Work to be completed ▸
Every word of the data must be reproduced in your reply exactly.
Segment Start: Task data
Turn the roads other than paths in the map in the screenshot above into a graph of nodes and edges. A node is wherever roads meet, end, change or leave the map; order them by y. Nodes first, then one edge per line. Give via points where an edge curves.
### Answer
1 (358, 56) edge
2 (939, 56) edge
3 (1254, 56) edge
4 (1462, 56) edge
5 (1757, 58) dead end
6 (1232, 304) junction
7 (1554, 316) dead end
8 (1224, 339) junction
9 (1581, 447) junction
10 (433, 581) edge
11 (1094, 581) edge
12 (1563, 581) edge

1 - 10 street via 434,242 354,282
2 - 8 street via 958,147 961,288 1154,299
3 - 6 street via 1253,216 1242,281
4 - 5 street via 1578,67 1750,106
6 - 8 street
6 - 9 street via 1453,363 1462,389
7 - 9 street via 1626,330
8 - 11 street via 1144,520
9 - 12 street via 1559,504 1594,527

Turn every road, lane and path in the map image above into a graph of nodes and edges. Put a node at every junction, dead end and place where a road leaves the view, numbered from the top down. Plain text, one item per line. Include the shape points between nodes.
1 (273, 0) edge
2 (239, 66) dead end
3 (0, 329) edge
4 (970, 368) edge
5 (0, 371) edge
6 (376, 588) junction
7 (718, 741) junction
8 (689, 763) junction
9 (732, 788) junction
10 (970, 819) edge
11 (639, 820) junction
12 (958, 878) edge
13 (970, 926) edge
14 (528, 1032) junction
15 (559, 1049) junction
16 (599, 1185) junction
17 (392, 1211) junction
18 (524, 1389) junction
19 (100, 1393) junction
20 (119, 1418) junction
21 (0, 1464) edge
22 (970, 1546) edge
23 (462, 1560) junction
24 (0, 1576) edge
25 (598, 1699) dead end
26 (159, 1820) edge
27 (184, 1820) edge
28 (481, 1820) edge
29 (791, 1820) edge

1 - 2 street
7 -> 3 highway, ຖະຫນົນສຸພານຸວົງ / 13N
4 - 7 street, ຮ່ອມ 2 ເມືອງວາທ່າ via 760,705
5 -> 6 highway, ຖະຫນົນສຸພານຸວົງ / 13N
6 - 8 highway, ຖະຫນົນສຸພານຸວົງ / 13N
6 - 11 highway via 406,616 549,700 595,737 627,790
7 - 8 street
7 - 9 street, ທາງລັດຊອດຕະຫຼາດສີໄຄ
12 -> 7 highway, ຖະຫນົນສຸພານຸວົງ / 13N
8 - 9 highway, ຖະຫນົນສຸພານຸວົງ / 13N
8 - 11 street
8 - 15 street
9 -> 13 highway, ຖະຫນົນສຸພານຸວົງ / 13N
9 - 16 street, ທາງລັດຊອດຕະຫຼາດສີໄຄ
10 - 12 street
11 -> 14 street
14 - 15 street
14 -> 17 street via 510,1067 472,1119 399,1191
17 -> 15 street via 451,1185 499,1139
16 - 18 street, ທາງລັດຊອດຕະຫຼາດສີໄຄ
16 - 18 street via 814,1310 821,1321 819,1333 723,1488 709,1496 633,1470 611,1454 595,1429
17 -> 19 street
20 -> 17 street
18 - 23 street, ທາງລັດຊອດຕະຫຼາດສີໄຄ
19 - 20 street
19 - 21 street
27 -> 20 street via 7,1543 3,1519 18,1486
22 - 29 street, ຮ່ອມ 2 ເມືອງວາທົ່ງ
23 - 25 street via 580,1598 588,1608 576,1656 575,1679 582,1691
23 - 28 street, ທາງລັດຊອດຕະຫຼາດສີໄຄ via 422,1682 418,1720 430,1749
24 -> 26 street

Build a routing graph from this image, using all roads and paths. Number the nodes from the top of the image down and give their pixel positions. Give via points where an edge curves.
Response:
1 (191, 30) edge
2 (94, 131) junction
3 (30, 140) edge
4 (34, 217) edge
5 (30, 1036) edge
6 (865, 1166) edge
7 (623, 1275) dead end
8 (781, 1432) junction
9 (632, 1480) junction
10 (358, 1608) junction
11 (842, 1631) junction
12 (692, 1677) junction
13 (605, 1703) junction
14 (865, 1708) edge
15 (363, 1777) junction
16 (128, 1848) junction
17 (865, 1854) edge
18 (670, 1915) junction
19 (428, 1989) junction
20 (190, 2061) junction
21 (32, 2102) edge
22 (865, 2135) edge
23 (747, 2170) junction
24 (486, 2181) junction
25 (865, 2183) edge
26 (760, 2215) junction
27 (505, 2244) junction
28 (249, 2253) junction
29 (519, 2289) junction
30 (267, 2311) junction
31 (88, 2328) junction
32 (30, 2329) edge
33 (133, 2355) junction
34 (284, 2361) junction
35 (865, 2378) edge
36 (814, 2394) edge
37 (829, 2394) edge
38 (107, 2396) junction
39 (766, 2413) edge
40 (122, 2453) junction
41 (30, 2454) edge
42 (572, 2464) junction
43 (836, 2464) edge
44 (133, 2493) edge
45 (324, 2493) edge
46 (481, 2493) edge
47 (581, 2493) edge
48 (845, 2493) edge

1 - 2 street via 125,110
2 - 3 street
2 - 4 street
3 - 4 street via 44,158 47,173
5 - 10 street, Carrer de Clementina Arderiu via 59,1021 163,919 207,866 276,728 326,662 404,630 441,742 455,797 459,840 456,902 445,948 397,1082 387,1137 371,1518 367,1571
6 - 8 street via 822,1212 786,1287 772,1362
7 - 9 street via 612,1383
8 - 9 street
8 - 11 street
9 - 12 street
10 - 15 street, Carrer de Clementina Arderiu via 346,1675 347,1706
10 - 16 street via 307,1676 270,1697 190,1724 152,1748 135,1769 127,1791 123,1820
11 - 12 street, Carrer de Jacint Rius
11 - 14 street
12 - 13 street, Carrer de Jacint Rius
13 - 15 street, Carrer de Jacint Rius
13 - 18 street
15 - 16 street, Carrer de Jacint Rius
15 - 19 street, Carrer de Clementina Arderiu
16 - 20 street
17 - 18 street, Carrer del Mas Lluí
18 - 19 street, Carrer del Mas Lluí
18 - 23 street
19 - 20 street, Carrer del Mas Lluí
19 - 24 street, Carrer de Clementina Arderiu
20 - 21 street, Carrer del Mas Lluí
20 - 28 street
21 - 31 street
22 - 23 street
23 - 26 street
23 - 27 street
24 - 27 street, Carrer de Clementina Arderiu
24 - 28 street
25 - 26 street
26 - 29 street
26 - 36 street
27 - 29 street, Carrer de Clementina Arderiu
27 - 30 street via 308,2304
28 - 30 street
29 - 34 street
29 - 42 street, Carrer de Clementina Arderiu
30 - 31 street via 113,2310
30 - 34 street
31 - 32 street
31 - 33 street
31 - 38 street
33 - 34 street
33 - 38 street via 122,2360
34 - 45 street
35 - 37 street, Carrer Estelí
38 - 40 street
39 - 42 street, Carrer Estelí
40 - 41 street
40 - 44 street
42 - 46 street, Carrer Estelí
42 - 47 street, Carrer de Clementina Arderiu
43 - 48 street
Segment End: Task data
Result for this exercise ▸
Turn the roads other than paths in the map in the screenshot above into a graph of nodes and edges. A node is wherever roads meet, end, change or leave the map; order them by y. Nodes first, then one edge per line. Give via points where an edge curves.
### Answer
1 (358, 56) edge
2 (939, 56) edge
3 (1254, 56) edge
4 (1462, 56) edge
5 (1757, 58) dead end
6 (1232, 304) junction
7 (1554, 316) dead end
8 (1224, 339) junction
9 (1581, 447) junction
10 (433, 581) edge
11 (1094, 581) edge
12 (1563, 581) edge

1 - 10 street via 434,242 354,282
2 - 8 street via 958,147 961,288 1154,299
3 - 6 street via 1253,216 1242,281
4 - 5 street via 1578,67 1750,106
6 - 8 street
6 - 9 street via 1453,363 1462,389
7 - 9 street via 1626,330
8 - 11 street via 1144,520
9 - 12 street via 1559,504 1594,527

Turn every road, lane and path in the map image above into a graph of nodes and edges. Put a node at every junction, dead end and place where a road leaves the view, numbered from the top down. Plain text, one item per line. Include the shape points between nodes.
1 (273, 0) edge
2 (239, 66) dead end
3 (0, 329) edge
4 (970, 368) edge
5 (0, 371) edge
6 (376, 588) junction
7 (718, 741) junction
8 (689, 763) junction
9 (732, 788) junction
10 (970, 819) edge
11 (639, 820) junction
12 (958, 878) edge
13 (970, 926) edge
14 (528, 1032) junction
15 (559, 1049) junction
16 (599, 1185) junction
17 (392, 1211) junction
18 (524, 1389) junction
19 (100, 1393) junction
20 (119, 1418) junction
21 (0, 1464) edge
22 (970, 1546) edge
23 (462, 1560) junction
24 (0, 1576) edge
25 (598, 1699) dead end
26 (159, 1820) edge
27 (184, 1820) edge
28 (481, 1820) edge
29 (791, 1820) edge

1 - 2 street
7 -> 3 highway, ຖະຫນົນສຸພານຸວົງ / 13N
4 - 7 street, ຮ່ອມ 2 ເມືອງວາທ່າ via 760,705
5 -> 6 highway, ຖະຫນົນສຸພານຸວົງ / 13N
6 - 8 highway, ຖະຫນົນສຸພານຸວົງ / 13N
6 - 11 highway via 406,616 549,700 595,737 627,790
7 - 8 street
7 - 9 street, ທາງລັດຊອດຕະຫຼາດສີໄຄ
12 -> 7 highway, ຖະຫນົນສຸພານຸວົງ / 13N
8 - 9 highway, ຖະຫນົນສຸພານຸວົງ / 13N
8 - 11 street
8 - 15 street
9 -> 13 highway, ຖະຫນົນສຸພານຸວົງ / 13N
9 - 16 street, ທາງລັດຊອດຕະຫຼາດສີໄຄ
10 - 12 street
11 -> 14 street
14 - 15 street
14 -> 17 street via 510,1067 472,1119 399,1191
17 -> 15 street via 451,1185 499,1139
16 - 18 street, ທາງລັດຊອດຕະຫຼາດສີໄຄ
16 - 18 street via 814,1310 821,1321 819,1333 723,1488 709,1496 633,1470 611,1454 595,1429
17 -> 19 street
20 -> 17 street
18 - 23 street, ທາງລັດຊອດຕະຫຼາດສີໄຄ
19 - 20 street
19 - 21 street
27 -> 20 street via 7,1543 3,1519 18,1486
22 - 29 street, ຮ່ອມ 2 ເມືອງວາທົ່ງ
23 - 25 street via 580,1598 588,1608 576,1656 575,1679 582,1691
23 - 28 street, ທາງລັດຊອດຕະຫຼາດສີໄຄ via 422,1682 418,1720 430,1749
24 -> 26 street

Build a routing graph from this image, using all roads and paths. Number the nodes from the top of the image down and give their pixel positions. Give via points where an edge curves.
Response:
1 (191, 30) edge
2 (94, 131) junction
3 (30, 140) edge
4 (34, 217) edge
5 (30, 1036) edge
6 (865, 1166) edge
7 (623, 1275) dead end
8 (781, 1432) junction
9 (632, 1480) junction
10 (358, 1608) junction
11 (842, 1631) junction
12 (692, 1677) junction
13 (605, 1703) junction
14 (865, 1708) edge
15 (363, 1777) junction
16 (128, 1848) junction
17 (865, 1854) edge
18 (670, 1915) junction
19 (428, 1989) junction
20 (190, 2061) junction
21 (32, 2102) edge
22 (865, 2135) edge
23 (747, 2170) junction
24 (486, 2181) junction
25 (865, 2183) edge
26 (760, 2215) junction
27 (505, 2244) junction
28 (249, 2253) junction
29 (519, 2289) junction
30 (267, 2311) junction
31 (88, 2328) junction
32 (30, 2329) edge
33 (133, 2355) junction
34 (284, 2361) junction
35 (865, 2378) edge
36 (814, 2394) edge
37 (829, 2394) edge
38 (107, 2396) junction
39 (766, 2413) edge
40 (122, 2453) junction
41 (30, 2454) edge
42 (572, 2464) junction
43 (836, 2464) edge
44 (133, 2493) edge
45 (324, 2493) edge
46 (481, 2493) edge
47 (581, 2493) edge
48 (845, 2493) edge

1 - 2 street via 125,110
2 - 3 street
2 - 4 street
3 - 4 street via 44,158 47,173
5 - 10 street, Carrer de Clementina Arderiu via 59,1021 163,919 207,866 276,728 326,662 404,630 441,742 455,797 459,840 456,902 445,948 397,1082 387,1137 371,1518 367,1571
6 - 8 street via 822,1212 786,1287 772,1362
7 - 9 street via 612,1383
8 - 9 street
8 - 11 street
9 - 12 street
10 - 15 street, Carrer de Clementina Arderiu via 346,1675 347,1706
10 - 16 street via 307,1676 270,1697 190,1724 152,1748 135,1769 127,1791 123,1820
11 - 12 street, Carrer de Jacint Rius
11 - 14 street
12 - 13 street, Carrer de Jacint Rius
13 - 15 street, Carrer de Jacint Rius
13 - 18 street
15 - 16 street, Carrer de Jacint Rius
15 - 19 street, Carrer de Clementina Arderiu
16 - 20 street
17 - 18 street, Carrer del Mas Lluí
18 - 19 street, Carrer del Mas Lluí
18 - 23 street
19 - 20 street, Carrer del Mas Lluí
19 - 24 street, Carrer de Clementina Arderiu
20 - 21 street, Carrer del Mas Lluí
20 - 28 street
21 - 31 street
22 - 23 street
23 - 26 street
23 - 27 street
24 - 27 street, Carrer de Clementina Arderiu
24 - 28 street
25 - 26 street
26 - 29 street
26 - 36 street
27 - 29 street, Carrer de Clementina Arderiu
27 - 30 street via 308,2304
28 - 30 street
29 - 34 street
29 - 42 street, Carrer de Clementina Arderiu
30 - 31 street via 113,2310
30 - 34 street
31 - 32 street
31 - 33 street
31 - 38 street
33 - 34 street
33 - 38 street via 122,2360
34 - 45 street
35 - 37 street, Carrer Estelí
38 - 40 street
39 - 42 street, Carrer Estelí
40 - 41 street
40 - 44 street
42 - 46 street, Carrer Estelí
42 - 47 street, Carrer de Clementina Arderiu
43 - 48 street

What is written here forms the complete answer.